Sbic: Velocizzare l’asse ferroviario Roma-Pescara e non solo sulla costa

Non è piaciuto nemmeno a Sbic (Sulmona bene in comune), gruppo rappresentato da un consigliere comunale a Sulmona (Aq), l’intervento di 4 giorni fa del presidente Confindustria Abruzzo, Agostino Ballone, patron di Baltour azienda di trasporto su gomma: “É di dubbia utilità spendere miliardi per velocizzare la ferrovia Pescara-Roma, la priorità è far arrivare l’alta velocità in Abruzzo, lungo l’asse ferroviario della costa, per connettersi a Bologna.

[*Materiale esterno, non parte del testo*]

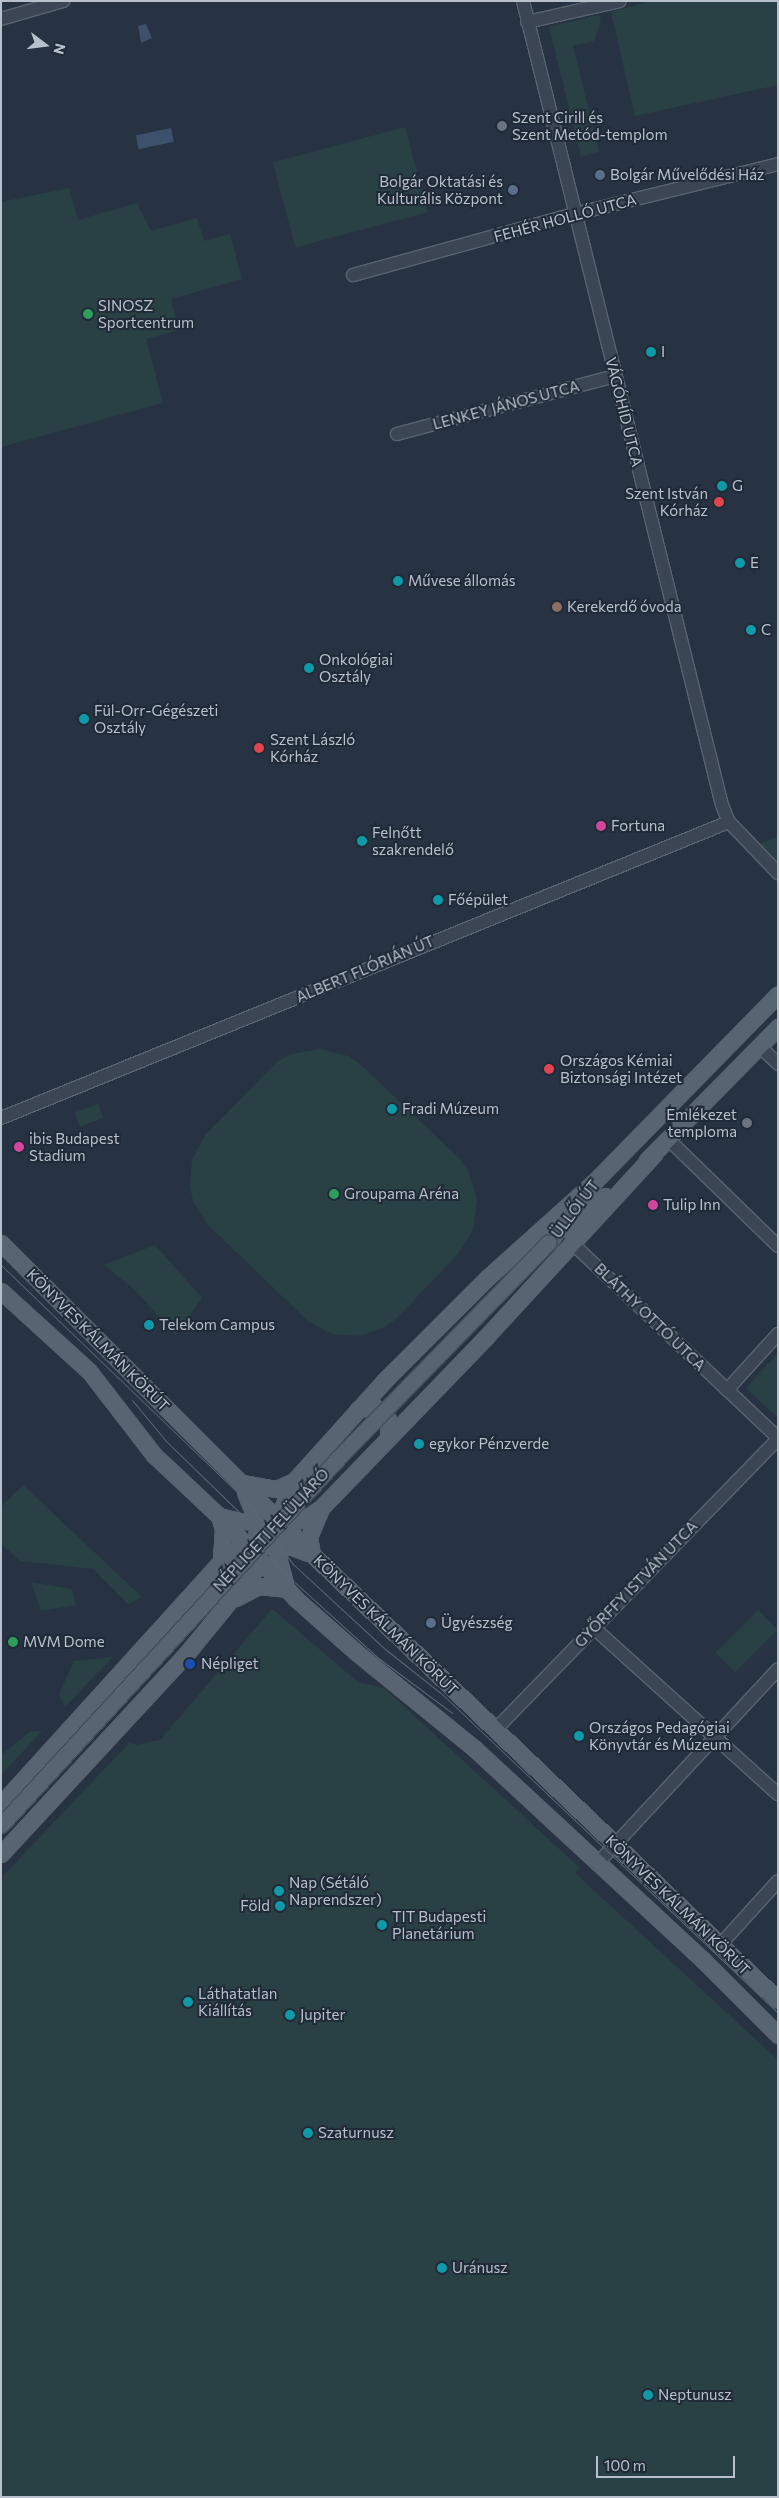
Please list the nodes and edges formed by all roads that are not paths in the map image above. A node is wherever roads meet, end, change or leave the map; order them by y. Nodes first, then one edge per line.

Per il collegamento con il Lazio basta l’autostrada, e gli autobus”.

“Siamo di opinione diametralmente opposta – tiene a chiarire Sbic che si dice favorevole alla velocizzazione della tratta ferroviaria Pescara-Roma – E se Confindustria Abruzzo considera possibili proposte i cui costi energetici ed ambientali sono in tutto il mondo considerati insostenibili, vuol dire che abbiamo un problema di rappresentanza. La posizione qui rappresentata è spiegabile forse solo per il ruolo imprenditoriale del Presidente, titolare di una autolinea. Ogni azione dell’attività umana infatti, secondo noi, va confrontata con i costi ambientali che comporta. Una condizione accettata, non solo dagli organismi internazionali e dai governi nazionali, ma entrata a pieno titolo nella coscienza collettiva di ogni comunità. Non riconoscere questa sfida significa denunciare una cecità nei confronti dei mutamenti in corso. La mobilità, così coma la questione dei rifiuti,  della qualità dell’aria così come quella dell’acqua, è uno dei terreni principali su cui si misura la capacità di una società di costruire il proprio futuro. L’Abruzzo in questo deve saper coniugare una efficiente distribuzione dei servizi di mobilità con le esigenze civili delle aree interne – conclude Sbic – Bene il collegamento veloce con Bologna, ma è importante che la velocizzazione, necessità primaria da perseguire per riportare competitivo il trasporto su ferro nei confronti di quello su gomma, può e deve essere conciliata con il bisogno essenziale di non marginalizzare una parte quantitativamente consistente della nostra regione” ossia le aree interne.